Records for this task »
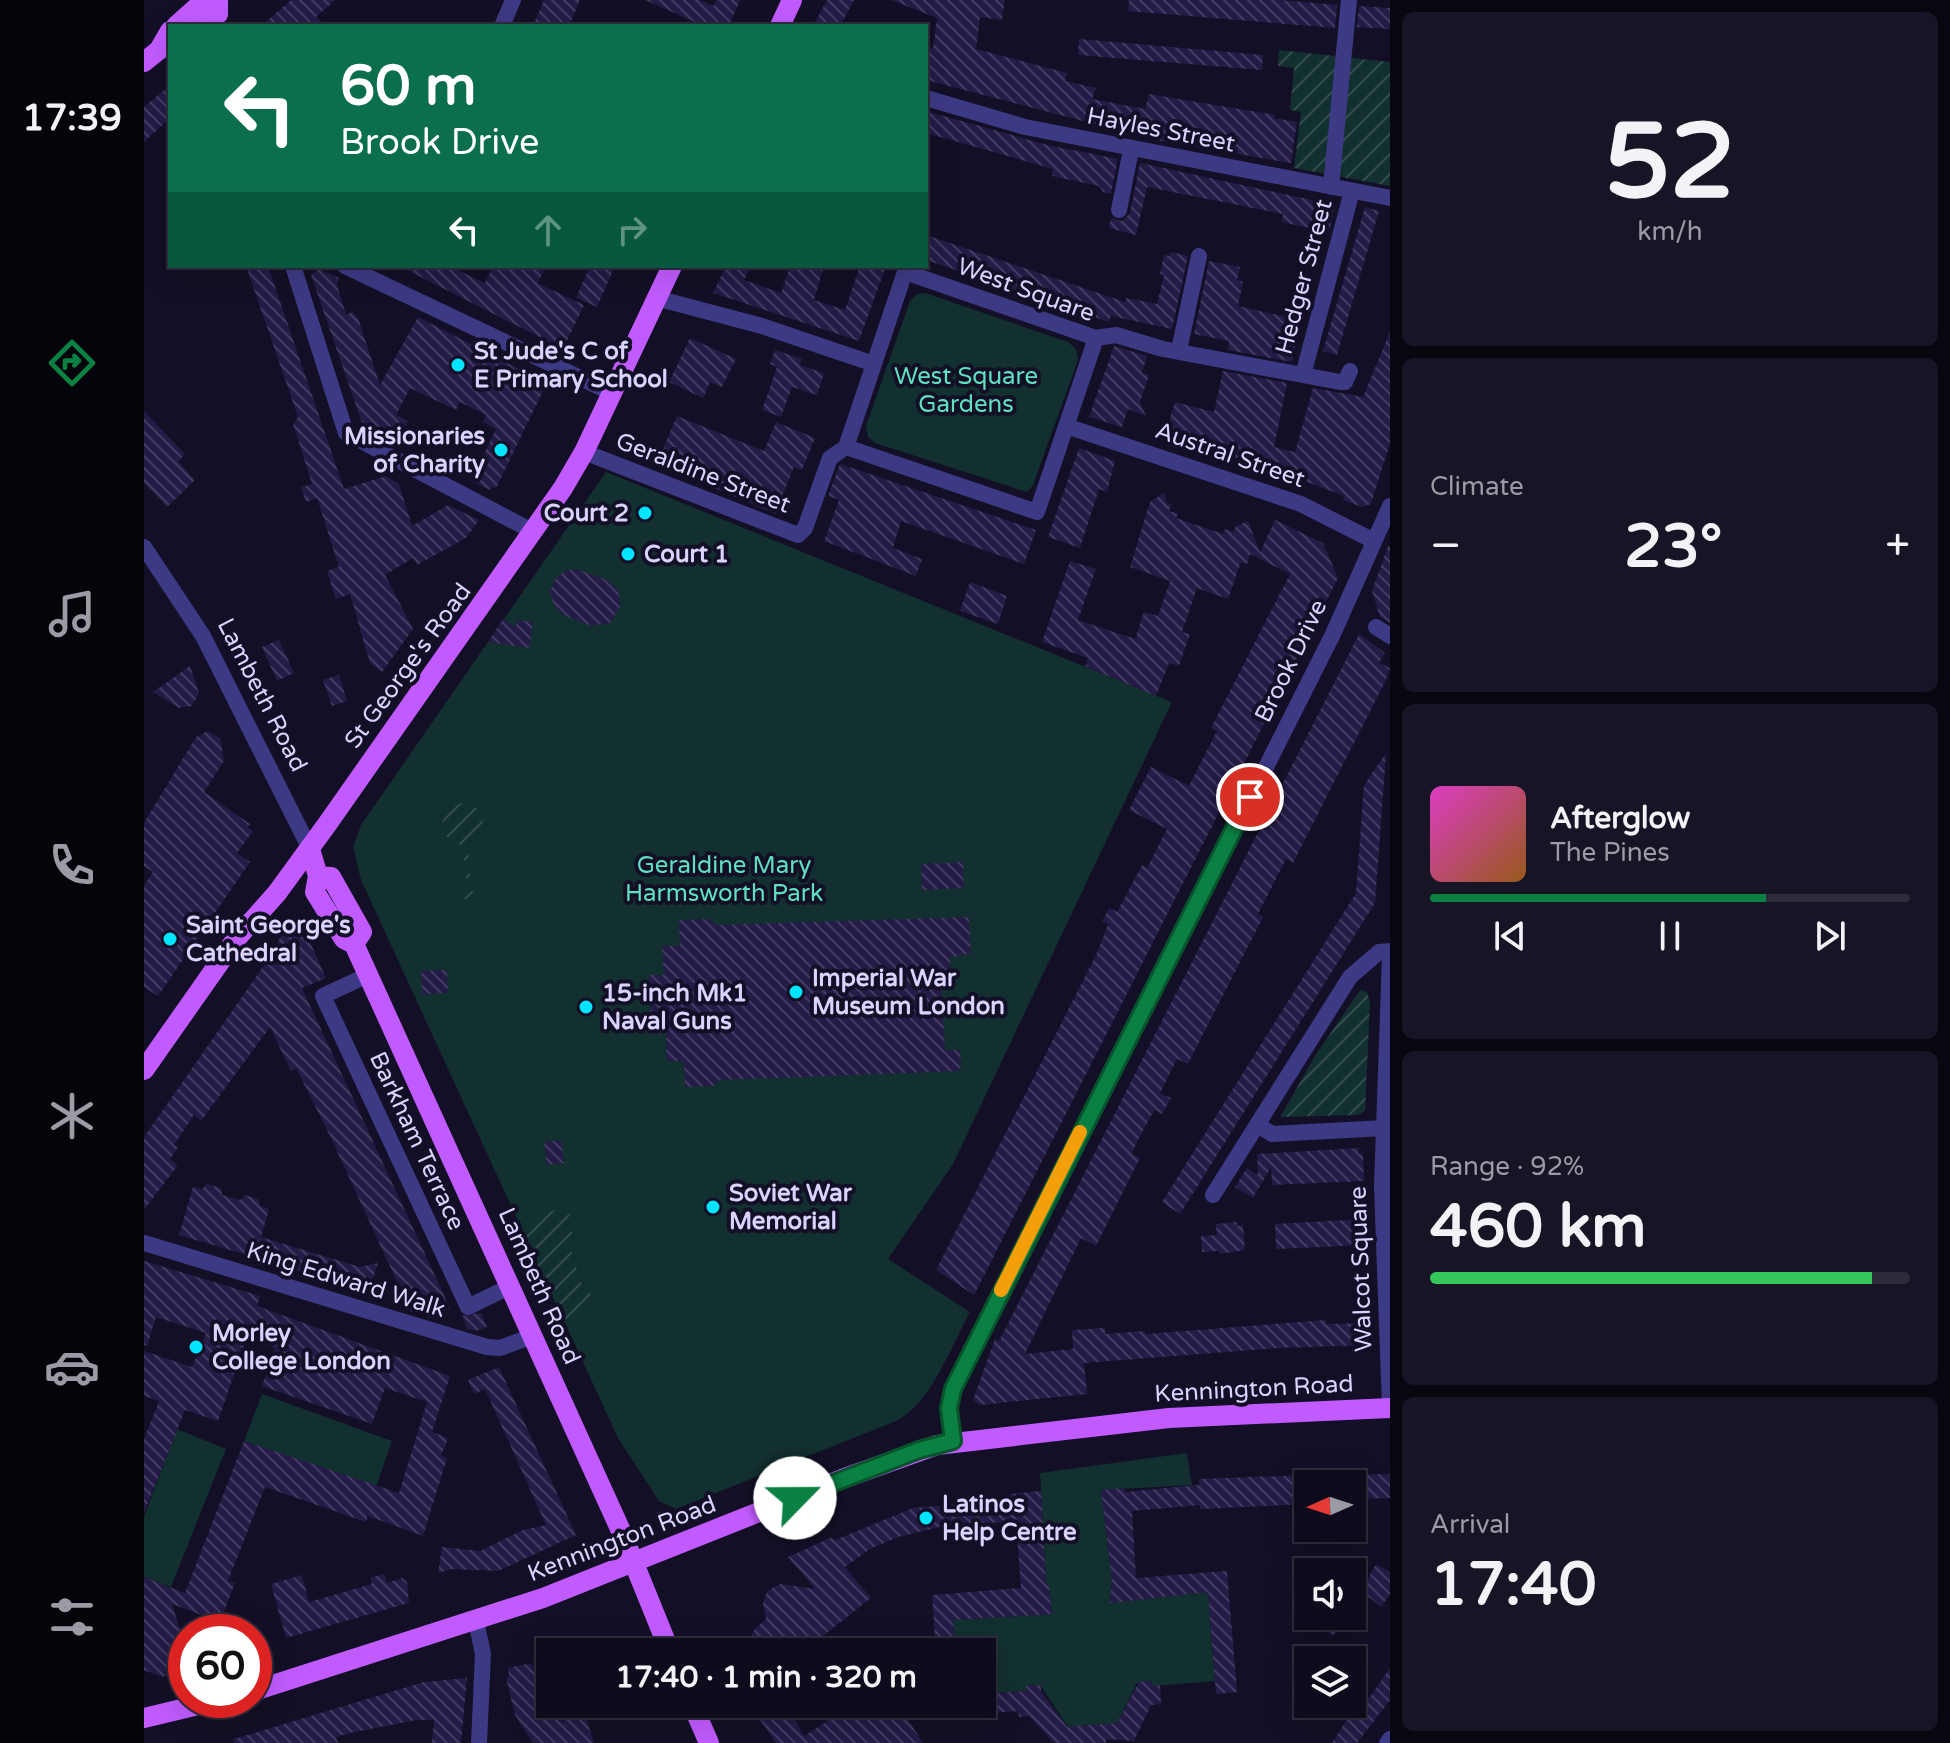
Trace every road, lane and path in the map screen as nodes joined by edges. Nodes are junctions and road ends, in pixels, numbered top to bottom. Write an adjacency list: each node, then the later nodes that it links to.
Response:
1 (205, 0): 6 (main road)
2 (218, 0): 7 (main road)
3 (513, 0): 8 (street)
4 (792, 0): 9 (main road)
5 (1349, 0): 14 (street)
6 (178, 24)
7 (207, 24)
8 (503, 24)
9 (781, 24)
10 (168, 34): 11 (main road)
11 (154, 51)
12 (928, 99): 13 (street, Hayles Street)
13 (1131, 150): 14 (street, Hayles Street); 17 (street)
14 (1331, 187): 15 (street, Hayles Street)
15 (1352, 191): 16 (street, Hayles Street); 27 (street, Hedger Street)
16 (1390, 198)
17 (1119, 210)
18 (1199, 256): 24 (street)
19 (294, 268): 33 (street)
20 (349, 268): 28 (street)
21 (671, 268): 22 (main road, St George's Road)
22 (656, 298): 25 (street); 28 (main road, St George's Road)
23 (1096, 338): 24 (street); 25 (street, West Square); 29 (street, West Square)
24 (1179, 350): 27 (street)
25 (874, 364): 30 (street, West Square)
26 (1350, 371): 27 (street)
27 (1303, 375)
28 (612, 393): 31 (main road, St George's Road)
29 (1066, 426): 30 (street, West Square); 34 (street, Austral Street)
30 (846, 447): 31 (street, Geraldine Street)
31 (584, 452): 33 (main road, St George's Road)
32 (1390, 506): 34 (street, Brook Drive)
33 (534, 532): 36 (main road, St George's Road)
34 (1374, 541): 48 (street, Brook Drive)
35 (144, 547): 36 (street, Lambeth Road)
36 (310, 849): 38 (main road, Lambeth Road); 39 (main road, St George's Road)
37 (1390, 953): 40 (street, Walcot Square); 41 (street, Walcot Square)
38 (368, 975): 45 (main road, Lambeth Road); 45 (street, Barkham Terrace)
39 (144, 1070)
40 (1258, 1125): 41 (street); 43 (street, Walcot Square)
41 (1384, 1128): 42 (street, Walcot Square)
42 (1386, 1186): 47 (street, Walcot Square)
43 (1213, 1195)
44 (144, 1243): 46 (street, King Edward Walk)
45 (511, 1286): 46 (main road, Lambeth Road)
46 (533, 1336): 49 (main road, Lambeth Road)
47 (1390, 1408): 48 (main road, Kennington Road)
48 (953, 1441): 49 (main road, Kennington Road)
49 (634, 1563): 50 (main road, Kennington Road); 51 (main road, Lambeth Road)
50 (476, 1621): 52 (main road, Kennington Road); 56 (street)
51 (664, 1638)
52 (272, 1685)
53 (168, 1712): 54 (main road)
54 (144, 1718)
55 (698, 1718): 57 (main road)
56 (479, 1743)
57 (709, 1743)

--

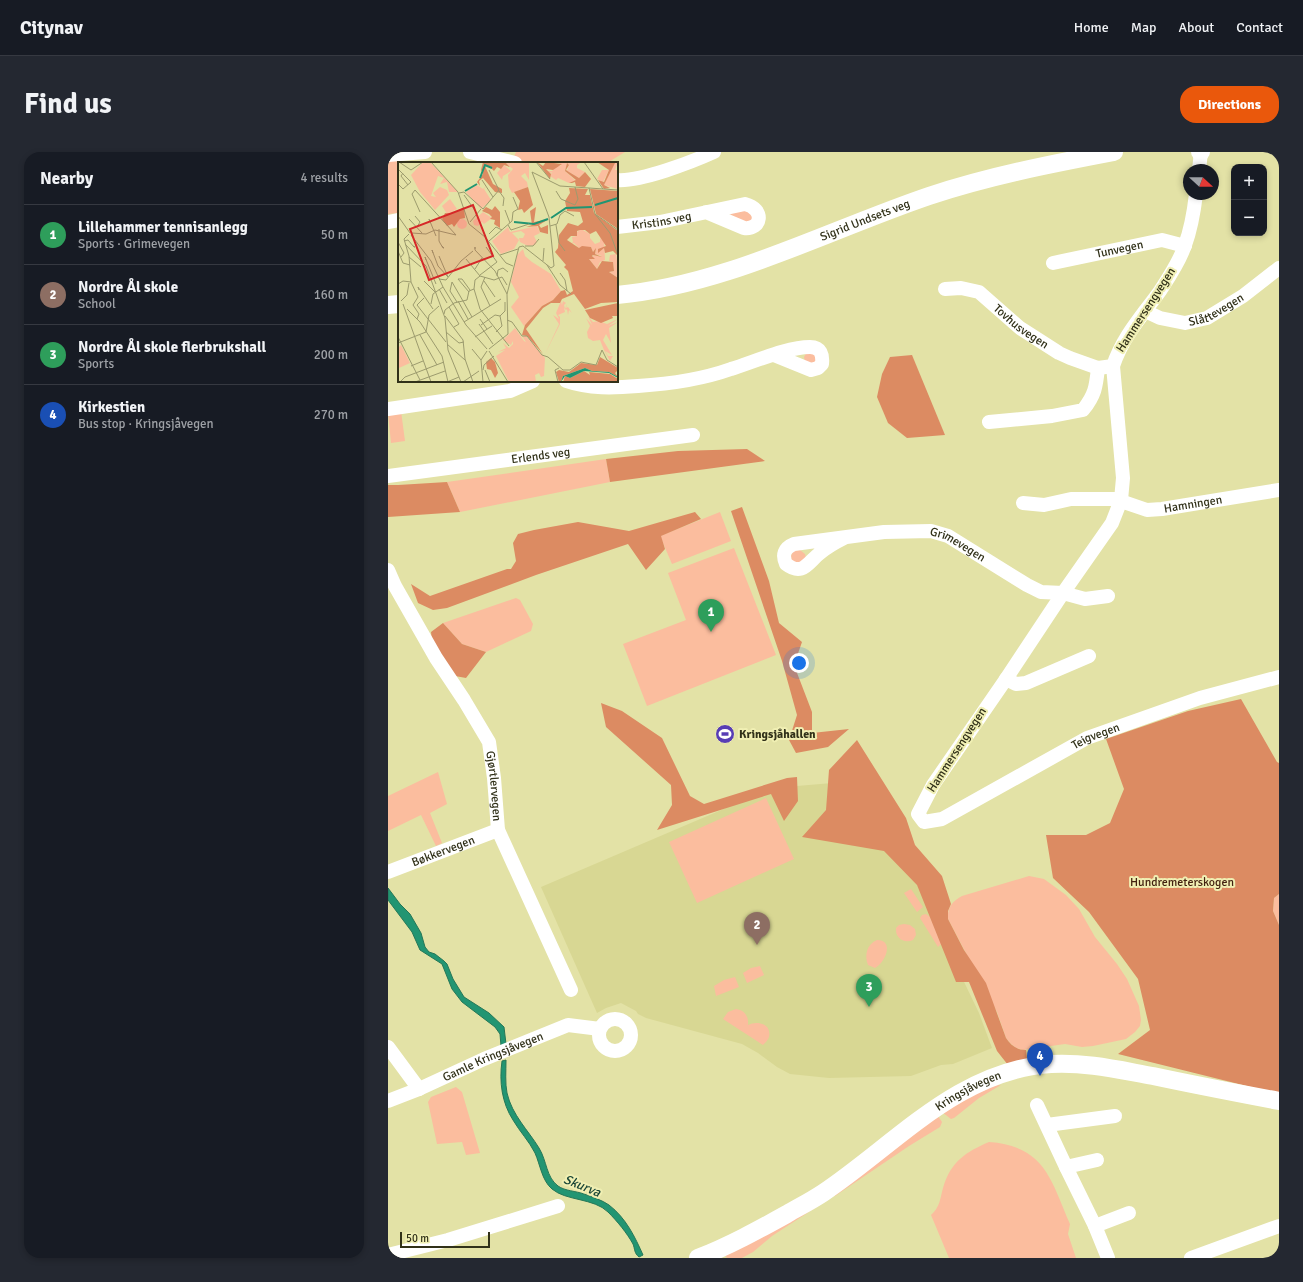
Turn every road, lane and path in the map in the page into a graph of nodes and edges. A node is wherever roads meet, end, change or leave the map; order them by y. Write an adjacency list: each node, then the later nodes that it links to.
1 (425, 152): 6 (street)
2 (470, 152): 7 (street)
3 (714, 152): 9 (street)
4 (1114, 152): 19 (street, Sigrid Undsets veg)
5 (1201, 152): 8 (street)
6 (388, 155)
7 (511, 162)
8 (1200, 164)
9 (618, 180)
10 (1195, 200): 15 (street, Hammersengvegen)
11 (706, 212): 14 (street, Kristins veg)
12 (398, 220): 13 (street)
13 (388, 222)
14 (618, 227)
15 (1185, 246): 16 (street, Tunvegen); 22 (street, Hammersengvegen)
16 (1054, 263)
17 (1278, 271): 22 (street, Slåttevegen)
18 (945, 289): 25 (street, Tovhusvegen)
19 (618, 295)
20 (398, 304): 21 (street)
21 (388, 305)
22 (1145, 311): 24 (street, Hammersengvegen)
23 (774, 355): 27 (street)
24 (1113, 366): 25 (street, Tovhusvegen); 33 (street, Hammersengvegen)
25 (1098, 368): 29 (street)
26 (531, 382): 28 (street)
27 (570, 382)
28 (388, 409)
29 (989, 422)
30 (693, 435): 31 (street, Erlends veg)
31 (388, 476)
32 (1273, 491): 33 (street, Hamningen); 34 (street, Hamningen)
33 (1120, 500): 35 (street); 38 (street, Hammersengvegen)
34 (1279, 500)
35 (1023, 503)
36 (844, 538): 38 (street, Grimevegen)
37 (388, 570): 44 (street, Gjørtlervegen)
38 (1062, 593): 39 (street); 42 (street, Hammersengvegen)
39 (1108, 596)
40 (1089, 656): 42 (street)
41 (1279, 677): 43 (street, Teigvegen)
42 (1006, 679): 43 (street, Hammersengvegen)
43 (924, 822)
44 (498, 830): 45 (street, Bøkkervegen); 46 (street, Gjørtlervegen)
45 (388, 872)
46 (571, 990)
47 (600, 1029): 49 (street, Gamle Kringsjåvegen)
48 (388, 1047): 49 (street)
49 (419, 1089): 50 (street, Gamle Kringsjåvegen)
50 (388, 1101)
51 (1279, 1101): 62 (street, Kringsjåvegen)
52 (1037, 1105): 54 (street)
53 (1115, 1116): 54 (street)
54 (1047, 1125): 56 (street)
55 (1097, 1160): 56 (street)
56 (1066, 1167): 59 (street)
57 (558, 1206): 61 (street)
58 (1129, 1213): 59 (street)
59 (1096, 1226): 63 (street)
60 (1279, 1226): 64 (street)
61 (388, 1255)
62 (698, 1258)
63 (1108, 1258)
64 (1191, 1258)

Your objective » Go through the listing and copy each line with the string "Kennington".

Result below »
47 (1390, 1408): 48 (main road, Kennington Road)
48 (953, 1441): 49 (main road, Kennington Road)
49 (634, 1563): 50 (main road, Kennington Road); 51 (main road, Lambeth Road)
50 (476, 1621): 52 (main road, Kennington Road); 56 (street)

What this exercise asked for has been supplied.